Netdata includes unsupervised anomaly detection that runs locally on each agent and is automatically applied to all collected metrics, regardless of their source. The system maintains 18 k-means clustering models per metric, each trained on 6-hour windows at 3-hour intervals. An anomaly is flagged only when all models agree, which according to Netdata reduces false positives by approximately 99%. The anomaly detection runs at the edge without requiring data to be sent to a central server.

A scoring engine evaluates metrics across the infrastructure and returns a ranked list ordered by anomaly severity, which is used for root cause analysis.

=== AI integration ===

Since version 2.6.0, Netdata agents and parents implement the Model Context Protocol (MCP), and since version 2.9.0 Netdata Cloud also functions as an MCP server, enabling AI assistants to query infrastructure metrics, discover nodes, execute functions, and perform root cause analysis. The MCP server listens on the same port as the dashboard (default 19999) and supports WebSocket, HTTP, and SSE transports.

== Licensing ==

The Netdata Agent is released under the GNU General Public License version 3 or later (GPLv3+). The default web dashboard (v2) is distributed under the Netdata Cloud UI License (NCUL1), which restricts use to interfacing with Netdata components.

All observability functionality—data collection, storage, machine learning, alerting, and APIs—is included in the open-source agent. Commercial restrictions are enforced through the dashboard user interface (NCUL1), which limits features such as multi-node views and access to logs and sensitive data based on subscription tier or Netdata Cloud account status. The underlying APIs remain accessible to third-party clients. Netdata Cloud itself is closed-source and provides centralized management, role-based access control, and AI-assisted troubleshooting.

A Debian bug report raised licensing concerns about the v2 dashboard, and Debian's packaging discussion addressed them by separating the dashboard component.

== Recognition and evaluation ==

GitHub's State of the Octoverse 2016 report listed Netdata among the most-starred open-source repositories on GitHub.

In 2020, Netdata was named a Forbes Cloud 100 Rising Star.
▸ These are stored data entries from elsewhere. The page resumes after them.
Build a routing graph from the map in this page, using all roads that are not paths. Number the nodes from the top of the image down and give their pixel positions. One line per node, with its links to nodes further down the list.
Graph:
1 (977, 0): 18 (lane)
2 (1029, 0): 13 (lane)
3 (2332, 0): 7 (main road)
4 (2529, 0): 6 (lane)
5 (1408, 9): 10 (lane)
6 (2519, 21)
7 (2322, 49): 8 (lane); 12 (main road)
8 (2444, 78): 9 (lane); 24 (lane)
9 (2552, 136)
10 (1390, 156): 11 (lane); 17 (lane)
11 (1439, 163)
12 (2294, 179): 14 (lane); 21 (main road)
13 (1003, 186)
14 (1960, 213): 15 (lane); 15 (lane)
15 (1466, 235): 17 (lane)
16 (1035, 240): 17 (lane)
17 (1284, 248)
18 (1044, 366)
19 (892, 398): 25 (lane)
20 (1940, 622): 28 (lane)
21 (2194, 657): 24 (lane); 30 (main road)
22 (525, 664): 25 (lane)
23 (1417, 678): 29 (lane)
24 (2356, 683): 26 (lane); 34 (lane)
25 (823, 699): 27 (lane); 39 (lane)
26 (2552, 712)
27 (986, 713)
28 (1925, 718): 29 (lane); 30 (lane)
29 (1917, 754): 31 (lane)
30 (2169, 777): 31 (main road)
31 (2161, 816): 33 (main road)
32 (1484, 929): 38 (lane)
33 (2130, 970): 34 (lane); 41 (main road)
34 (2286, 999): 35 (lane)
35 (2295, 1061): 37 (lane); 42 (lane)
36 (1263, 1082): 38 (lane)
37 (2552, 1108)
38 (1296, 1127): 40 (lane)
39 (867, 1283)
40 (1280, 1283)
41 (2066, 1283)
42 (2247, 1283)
A 2023 peer-reviewed empirical study evaluated the energy and performance overhead of monitoring tools on Docker-based microservices systems. The study found that Netdata had the lowest energy consumption among the evaluated tools, with no statistically significant impact on execution time under the tested workloads.

In 2026, The New Stack covered Netdata's single-command deployment, per-second metrics, AI-powered root cause analysis, and container monitoring capabilities.

== Privacy and telemetry ==

Netdata collects anonymous usage statistics by default, which can be disabled by users. The telemetry system collects information such as Netdata version, operating system details, and crash reports. Users can opt out by creating a configuration file, using an installation flag, or setting an environment variable.